*** Records for the task ***

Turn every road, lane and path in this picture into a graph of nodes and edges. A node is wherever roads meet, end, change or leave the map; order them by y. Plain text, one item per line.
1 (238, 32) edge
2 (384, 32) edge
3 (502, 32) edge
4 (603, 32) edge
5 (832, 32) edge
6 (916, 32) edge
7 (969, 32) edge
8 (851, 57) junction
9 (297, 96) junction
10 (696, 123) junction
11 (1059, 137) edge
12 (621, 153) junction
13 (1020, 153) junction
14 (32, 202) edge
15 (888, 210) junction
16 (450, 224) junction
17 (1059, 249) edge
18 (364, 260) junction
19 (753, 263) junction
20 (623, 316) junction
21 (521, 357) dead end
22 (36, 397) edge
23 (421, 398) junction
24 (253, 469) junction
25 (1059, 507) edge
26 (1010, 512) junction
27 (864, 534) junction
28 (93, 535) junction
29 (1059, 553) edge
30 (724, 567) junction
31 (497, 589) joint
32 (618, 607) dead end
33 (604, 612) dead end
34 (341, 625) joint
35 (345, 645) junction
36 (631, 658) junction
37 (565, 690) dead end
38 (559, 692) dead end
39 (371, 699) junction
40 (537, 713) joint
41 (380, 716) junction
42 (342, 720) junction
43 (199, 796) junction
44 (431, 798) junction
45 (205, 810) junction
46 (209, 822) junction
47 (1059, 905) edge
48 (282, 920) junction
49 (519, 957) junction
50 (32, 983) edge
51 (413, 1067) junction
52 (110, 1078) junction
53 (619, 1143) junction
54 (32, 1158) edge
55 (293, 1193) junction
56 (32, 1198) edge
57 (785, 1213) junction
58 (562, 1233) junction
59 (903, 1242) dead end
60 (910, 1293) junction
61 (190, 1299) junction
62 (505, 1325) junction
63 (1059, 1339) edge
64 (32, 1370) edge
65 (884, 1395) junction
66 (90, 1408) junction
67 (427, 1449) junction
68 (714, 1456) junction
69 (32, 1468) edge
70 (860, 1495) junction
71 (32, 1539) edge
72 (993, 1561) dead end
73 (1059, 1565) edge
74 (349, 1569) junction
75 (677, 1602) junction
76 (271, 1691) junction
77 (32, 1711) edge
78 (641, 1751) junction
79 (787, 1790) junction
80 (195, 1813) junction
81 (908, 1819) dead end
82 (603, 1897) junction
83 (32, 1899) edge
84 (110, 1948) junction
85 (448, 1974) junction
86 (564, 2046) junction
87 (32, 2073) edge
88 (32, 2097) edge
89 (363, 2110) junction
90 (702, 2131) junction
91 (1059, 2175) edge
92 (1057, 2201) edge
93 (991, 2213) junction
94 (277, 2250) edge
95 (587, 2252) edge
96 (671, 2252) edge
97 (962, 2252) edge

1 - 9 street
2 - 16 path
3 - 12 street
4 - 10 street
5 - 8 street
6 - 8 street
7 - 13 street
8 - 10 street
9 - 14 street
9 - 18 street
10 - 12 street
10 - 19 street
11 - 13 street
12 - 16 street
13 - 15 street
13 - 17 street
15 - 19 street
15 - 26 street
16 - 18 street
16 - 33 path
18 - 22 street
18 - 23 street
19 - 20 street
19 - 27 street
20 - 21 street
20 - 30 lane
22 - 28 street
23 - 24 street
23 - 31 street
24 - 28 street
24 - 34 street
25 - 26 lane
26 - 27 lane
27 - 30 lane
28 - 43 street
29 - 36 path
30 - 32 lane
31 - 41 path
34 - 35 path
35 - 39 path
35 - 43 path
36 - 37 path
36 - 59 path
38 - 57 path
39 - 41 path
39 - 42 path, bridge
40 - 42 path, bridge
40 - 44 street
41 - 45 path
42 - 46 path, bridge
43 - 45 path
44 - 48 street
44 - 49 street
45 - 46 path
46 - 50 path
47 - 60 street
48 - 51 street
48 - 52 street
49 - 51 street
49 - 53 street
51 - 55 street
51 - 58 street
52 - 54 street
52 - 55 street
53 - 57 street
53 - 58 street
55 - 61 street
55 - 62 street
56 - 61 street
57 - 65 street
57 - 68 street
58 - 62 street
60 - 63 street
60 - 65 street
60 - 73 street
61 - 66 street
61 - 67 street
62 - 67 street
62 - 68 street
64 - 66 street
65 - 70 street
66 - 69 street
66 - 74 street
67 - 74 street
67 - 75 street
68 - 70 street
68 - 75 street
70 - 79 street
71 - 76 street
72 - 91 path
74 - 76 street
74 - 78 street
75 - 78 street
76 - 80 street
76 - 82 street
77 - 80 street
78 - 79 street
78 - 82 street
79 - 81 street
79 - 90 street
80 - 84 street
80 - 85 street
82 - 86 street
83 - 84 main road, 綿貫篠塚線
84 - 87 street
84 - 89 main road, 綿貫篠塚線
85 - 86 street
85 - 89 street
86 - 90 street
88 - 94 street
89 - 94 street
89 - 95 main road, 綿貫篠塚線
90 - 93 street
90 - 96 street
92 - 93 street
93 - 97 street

*** End of Records for the task ***

## What you need to do:
Reply with one number: the count of lines in the entries that include the word "dead".

## The completed task:
8